The NYT had a article this week discussing a book that defended the "Texas Miracle", the idea that Texas has had solid economic growth in recent years and therefore its policies should be mimicked elsewhere. Paul Krugman had already dissected this idea last year, noting that Texas's growth is mostly explained by increasing population (both migrants northward out of Mexico and Central America, as well as the long-term gradual drift of Americans to the south and west), combined with the recent commodity boom. Texas's fortunes have always waxed and waned with oil booms and busts.
However, Krugman's key critique lies here.
"What Texas shows is that a state offering cheap labor and, less important, weak regulation can attract jobs from other states. I believe that the appropriate response to this insight is “Well, duh.” The point is that arguing from this experience that depressing wages and dismantling regulation in America as a whole would create more jobs — which is, whatever Mr. Perry may say, what Perrynomics amounts to in practice — involves a fallacy of composition: every state can’t lure jobs away from every other state."
This, folks, is a classic prisoner's dilemma. Sure, it is a "win" for Texas if it can kill a $30/hour labor job and Michigan by turning it into an at-will $12/hour in Texas. Texas's economy will grow a bit, Michigan's will shrink by more, and the nation loses as a whole on a number of levels. Should then Michigan retaliate and undercut Texas, thus "winning" the job back at $11/hour and causing "growth"? It is clear here what is going on is that Texas is defecting in a prisoner's dilemma, which does in fact work in the short term to maximize one's gains. However, as I mentioned before, if your answer to a political issue is to defect in a prisoner's dilemma, you are almost certainly wrong. In the long term, it is a losing strategy for everyone.

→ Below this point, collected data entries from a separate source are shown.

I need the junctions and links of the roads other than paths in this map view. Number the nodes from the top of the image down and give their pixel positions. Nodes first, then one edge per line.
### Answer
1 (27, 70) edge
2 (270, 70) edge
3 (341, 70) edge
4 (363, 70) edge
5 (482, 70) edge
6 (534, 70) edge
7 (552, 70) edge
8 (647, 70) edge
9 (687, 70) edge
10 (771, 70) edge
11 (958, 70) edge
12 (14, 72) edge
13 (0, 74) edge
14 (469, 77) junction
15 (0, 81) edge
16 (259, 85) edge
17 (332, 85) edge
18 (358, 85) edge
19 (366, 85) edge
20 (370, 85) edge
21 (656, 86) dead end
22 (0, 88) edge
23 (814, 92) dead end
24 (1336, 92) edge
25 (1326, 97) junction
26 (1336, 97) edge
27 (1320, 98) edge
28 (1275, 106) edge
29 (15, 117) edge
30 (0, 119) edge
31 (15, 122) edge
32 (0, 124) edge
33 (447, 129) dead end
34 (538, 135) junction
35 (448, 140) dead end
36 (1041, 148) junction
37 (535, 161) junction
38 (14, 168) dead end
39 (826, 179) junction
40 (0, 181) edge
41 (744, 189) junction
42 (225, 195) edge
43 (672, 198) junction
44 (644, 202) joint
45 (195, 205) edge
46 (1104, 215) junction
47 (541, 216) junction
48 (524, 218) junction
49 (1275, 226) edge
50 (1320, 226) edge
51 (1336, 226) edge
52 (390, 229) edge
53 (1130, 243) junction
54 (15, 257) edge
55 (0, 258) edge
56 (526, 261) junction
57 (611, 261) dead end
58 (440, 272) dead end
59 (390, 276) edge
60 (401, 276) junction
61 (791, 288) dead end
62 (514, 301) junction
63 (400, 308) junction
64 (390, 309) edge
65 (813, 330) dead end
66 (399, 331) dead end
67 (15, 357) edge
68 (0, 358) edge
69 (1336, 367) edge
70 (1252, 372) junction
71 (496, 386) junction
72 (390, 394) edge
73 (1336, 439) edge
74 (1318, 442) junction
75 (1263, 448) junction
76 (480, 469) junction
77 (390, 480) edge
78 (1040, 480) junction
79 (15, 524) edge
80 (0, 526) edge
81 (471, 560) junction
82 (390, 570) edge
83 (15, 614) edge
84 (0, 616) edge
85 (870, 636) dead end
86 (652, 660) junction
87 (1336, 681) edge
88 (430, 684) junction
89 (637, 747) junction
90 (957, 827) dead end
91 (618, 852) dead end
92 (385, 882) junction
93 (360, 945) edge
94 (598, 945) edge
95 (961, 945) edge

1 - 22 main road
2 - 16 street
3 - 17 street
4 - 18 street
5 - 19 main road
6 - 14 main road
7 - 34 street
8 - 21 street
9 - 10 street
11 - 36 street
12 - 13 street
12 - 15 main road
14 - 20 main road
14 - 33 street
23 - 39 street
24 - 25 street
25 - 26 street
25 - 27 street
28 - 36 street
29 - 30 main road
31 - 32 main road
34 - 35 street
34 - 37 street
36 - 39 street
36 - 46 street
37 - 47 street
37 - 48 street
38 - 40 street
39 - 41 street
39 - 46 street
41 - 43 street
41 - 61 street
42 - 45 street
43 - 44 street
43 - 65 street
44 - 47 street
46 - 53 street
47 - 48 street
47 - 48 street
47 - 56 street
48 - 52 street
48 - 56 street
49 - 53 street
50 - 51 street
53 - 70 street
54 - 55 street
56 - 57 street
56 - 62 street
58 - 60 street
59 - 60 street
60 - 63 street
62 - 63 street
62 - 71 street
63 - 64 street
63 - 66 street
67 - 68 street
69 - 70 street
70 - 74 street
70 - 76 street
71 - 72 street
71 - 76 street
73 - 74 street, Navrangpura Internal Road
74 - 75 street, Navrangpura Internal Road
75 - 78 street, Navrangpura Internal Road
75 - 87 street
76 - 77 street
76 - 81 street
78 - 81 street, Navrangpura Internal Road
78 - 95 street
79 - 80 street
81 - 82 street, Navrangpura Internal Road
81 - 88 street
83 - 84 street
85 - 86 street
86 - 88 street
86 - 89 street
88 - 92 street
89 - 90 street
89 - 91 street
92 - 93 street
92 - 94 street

Writ large or small, this same pattern keeps occuring. Almost all nations are engaging in a tit-for-tat game of poaching jobs from one another by subsidizing, bribing, gutting regulations, or stomping on labor. Likewise, it is sicking to watch blue states Oregon and New York bend over backwards to offer the biggest wet-kiss subsidies in order to capture "Project Azalea", a multi-billion dollar next-gen semiconductor factory. This stuff doesn't "create" jobs. That factory is going to be built regardless. It is only a question of who poaches the jobs from whom, and for how much the taxpayers will be on the hook.
This kind of job poaching can be framed as a "race to the bottom", which can never be won, and only fools enter. Sadly, playing this game is a core element of the Republican party's economic platform.